Stored data entries:
Segment Open

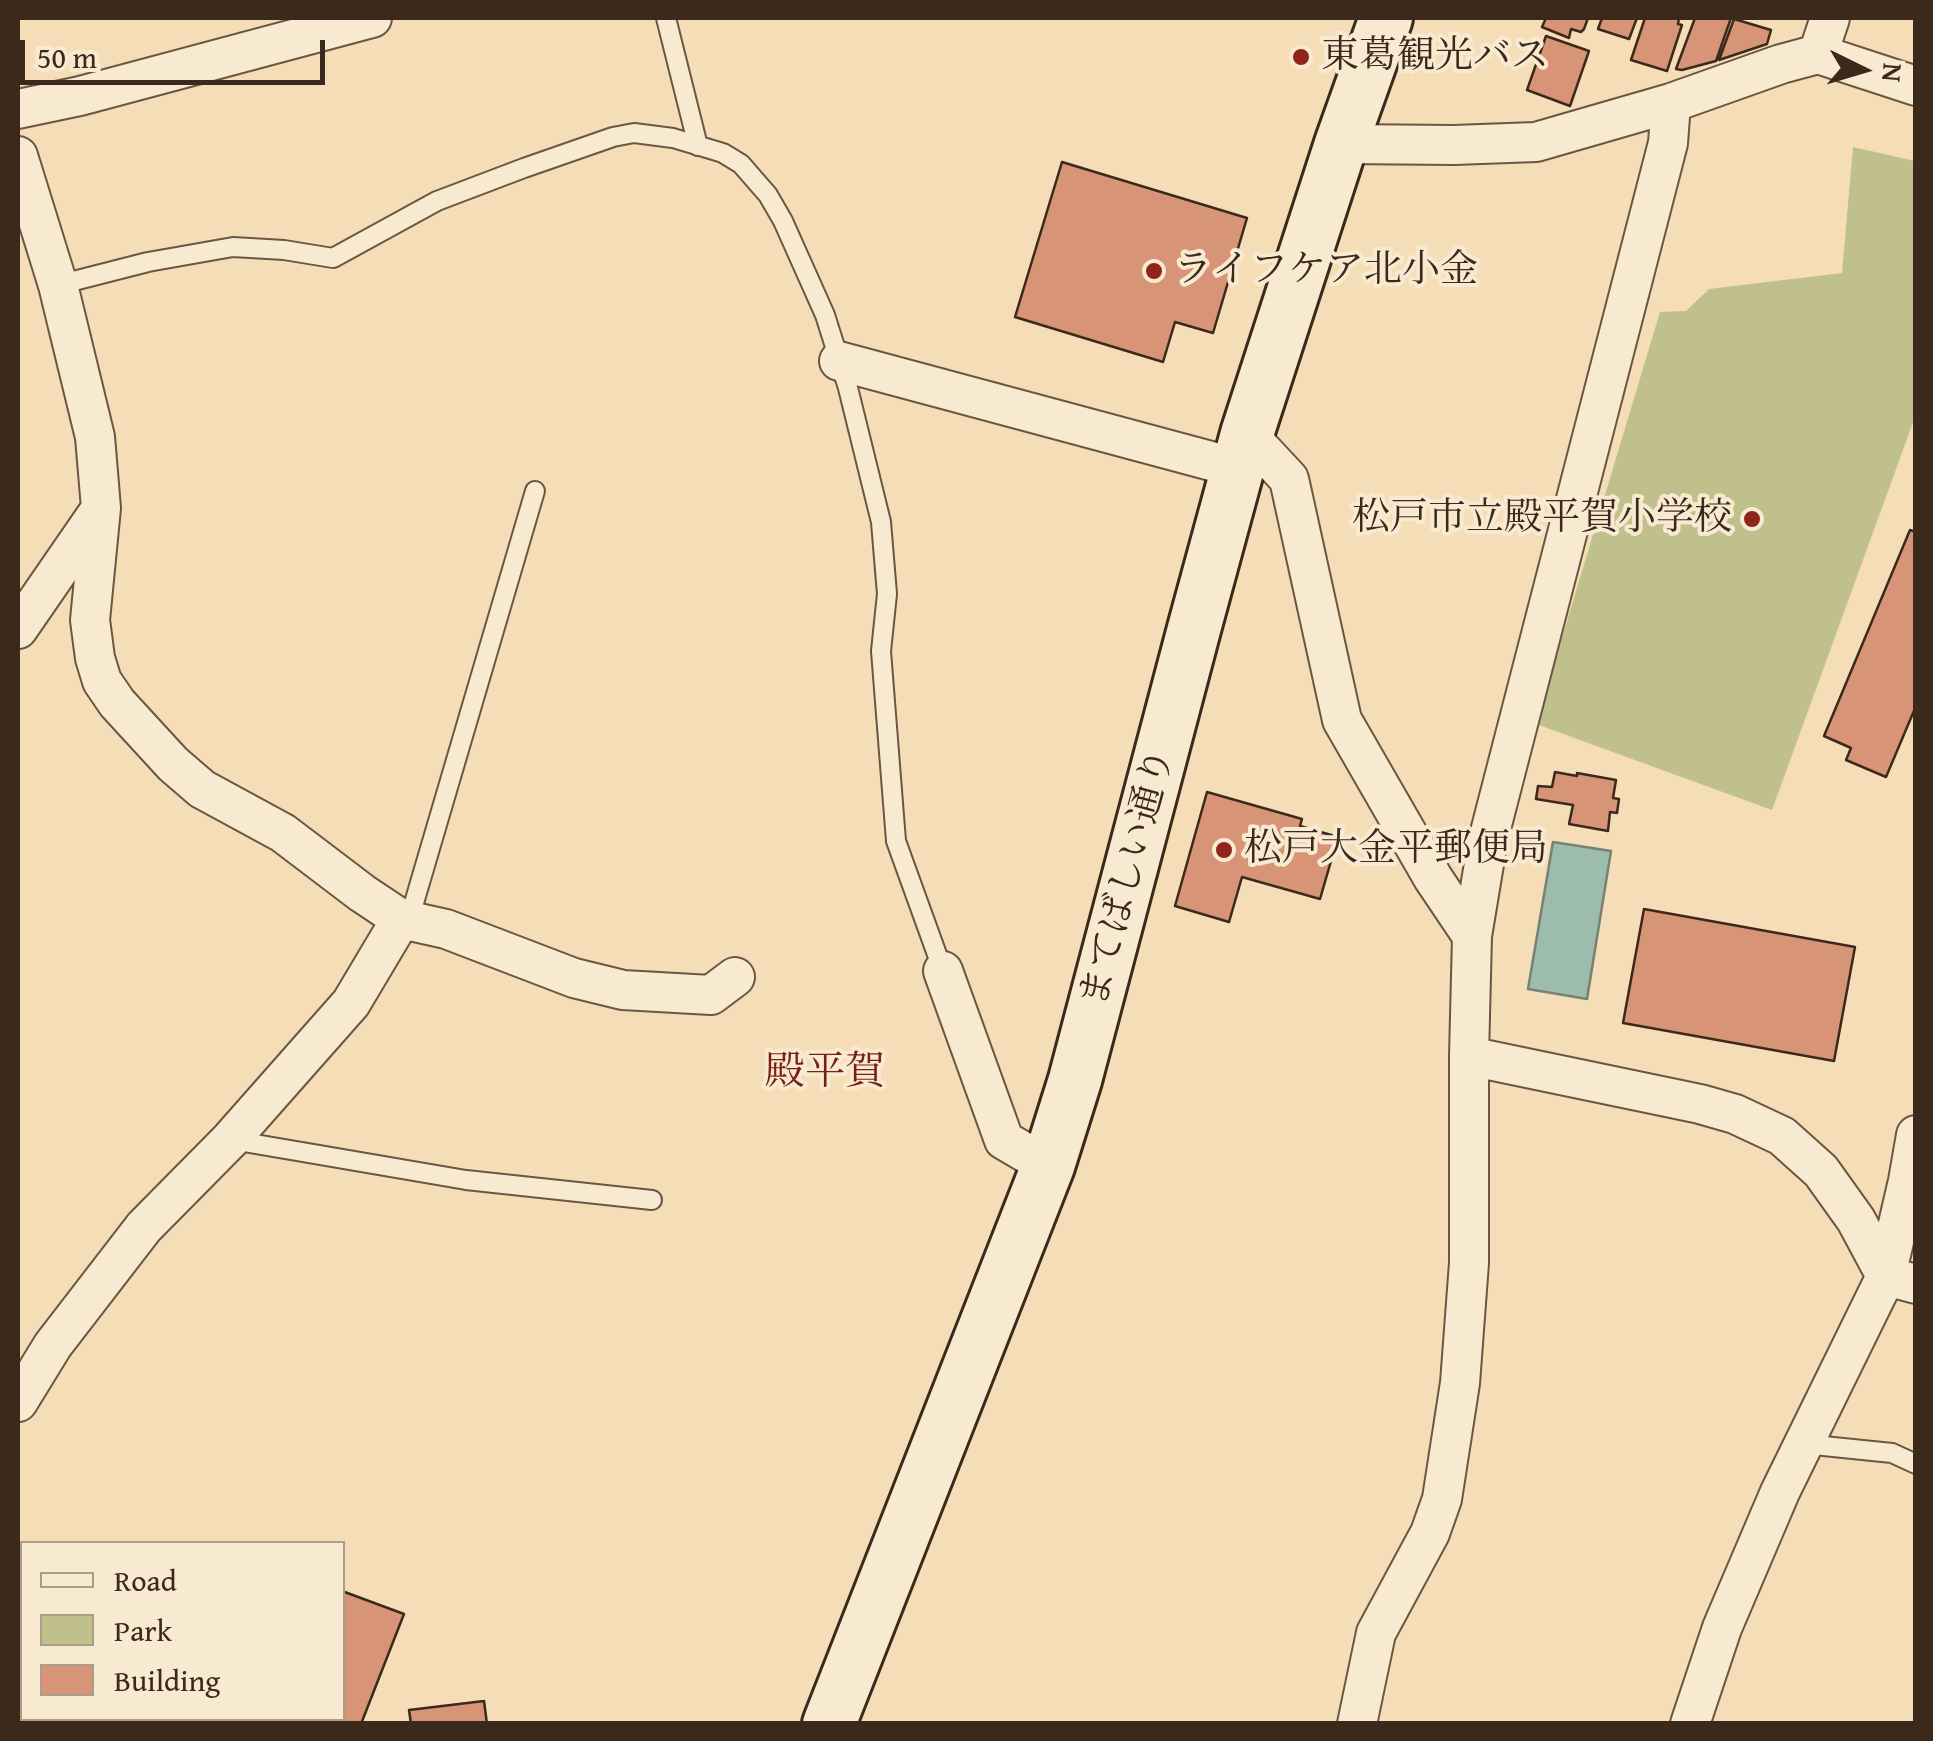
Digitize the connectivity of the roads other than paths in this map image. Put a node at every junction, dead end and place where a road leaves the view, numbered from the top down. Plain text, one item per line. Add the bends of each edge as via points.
1 (372, 18) edge
2 (666, 18) edge
3 (1386, 18) edge
4 (1830, 18) edge
5 (1818, 54) junction
6 (1916, 86) edge
7 (1671, 102) junction
8 (18, 109) edge
9 (1341, 144) junction
10 (698, 146) junction
11 (18, 156) edge
12 (58, 286) junction
13 (839, 362) junction
14 (1242, 451) junction
15 (535, 491) dead end
16 (101, 508) junction
17 (18, 629) edge
18 (405, 920) junction
19 (1472, 936) junction
20 (943, 970) joint
21 (735, 977) dead end
22 (1468, 1056) junction
23 (1916, 1135) edge
24 (230, 1140) junction
25 (1048, 1166) junction
26 (652, 1200) dead end
27 (1901, 1280) edge
28 (18, 1402) edge
29 (1804, 1444) junction
30 (1916, 1464) edge
31 (836, 1722) edge
32 (1357, 1724) edge
33 (1690, 1724) edge

1 - 8 street
2 - 10 lane
3 - 9 street, まてばしい通り
4 - 5 street
5 - 6 street
5 - 7 street
7 - 9 street via 1536,142
7 - 19 street via 1668,142 1488,840
9 - 14 street, まてばしい通り
10 - 12 lane via 634,133 613,138 436,201 333,258 232,246
10 - 13 lane via 741,164 768,194 825,315
11 - 12 street
12 - 16 street via 94,437
13 - 14 street
13 - 20 lane via 881,522 887,594 881,650 896,841
14 - 19 street via 1289,478 1342,720
14 - 25 street, まてばしい通り
15 - 18 lane
16 - 17 street
16 - 18 street via 90,620 102,681 118,703 202,789 283,833
18 - 21 street via 623,990 712,995
18 - 24 street via 352,1003
19 - 22 street
20 - 25 street via 1004,1140
22 - 27 street via 1700,1104 1782,1136 1820,1171
22 - 32 street via 1469,1263 1442,1499 1376,1633
23 - 27 street
24 - 26 lane via 466,1180
24 - 28 street via 144,1227
25 - 31 street, まてばしい通り
27 - 29 street
29 - 30 lane via 1892,1452
29 - 33 street via 1722,1628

Segment Closed

▶ **Problem details**
Wherever the string "まてばしい通り" occurs in the records, copy the line it is in.

▶ **Task result**
3 - 9 street, まてばしい通り
9 - 14 street, まてばしい通り
14 - 25 street, まてばしい通り
25 - 31 street, まてばしい通り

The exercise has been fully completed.